◆ EXERCISE DATA
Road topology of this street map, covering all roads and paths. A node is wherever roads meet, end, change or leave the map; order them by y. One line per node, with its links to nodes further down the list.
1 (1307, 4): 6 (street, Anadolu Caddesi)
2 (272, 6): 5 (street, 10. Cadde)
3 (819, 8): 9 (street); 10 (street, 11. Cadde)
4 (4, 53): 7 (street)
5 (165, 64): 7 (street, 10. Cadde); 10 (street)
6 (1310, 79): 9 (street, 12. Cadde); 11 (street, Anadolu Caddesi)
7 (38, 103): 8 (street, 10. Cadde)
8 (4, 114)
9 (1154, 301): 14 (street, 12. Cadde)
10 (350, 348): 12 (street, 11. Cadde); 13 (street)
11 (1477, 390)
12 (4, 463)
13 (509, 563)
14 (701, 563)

◆ DIRECTIONS FOR THIS TASK
Print every line of the records exactly. Omit nothing.

◆ OUTPUT OF THE EXERCISE
Road topology of this street map, covering all roads and paths. A node is wherever roads meet, end, change or leave the map; order them by y. One line per node, with its links to nodes further down the list.
1 (1307, 4): 6 (street, Anadolu Caddesi)
2 (272, 6): 5 (street, 10. Cadde)
3 (819, 8): 9 (street); 10 (street, 11. Cadde)
4 (4, 53): 7 (street)
5 (165, 64): 7 (street, 10. Cadde); 10 (street)
6 (1310, 79): 9 (street, 12. Cadde); 11 (street, Anadolu Caddesi)
7 (38, 103): 8 (street, 10. Cadde)
8 (4, 114)
9 (1154, 301): 14 (street, 12. Cadde)
10 (350, 348): 12 (street, 11. Cadde); 13 (street)
11 (1477, 390)
12 (4, 463)
13 (509, 563)
14 (701, 563)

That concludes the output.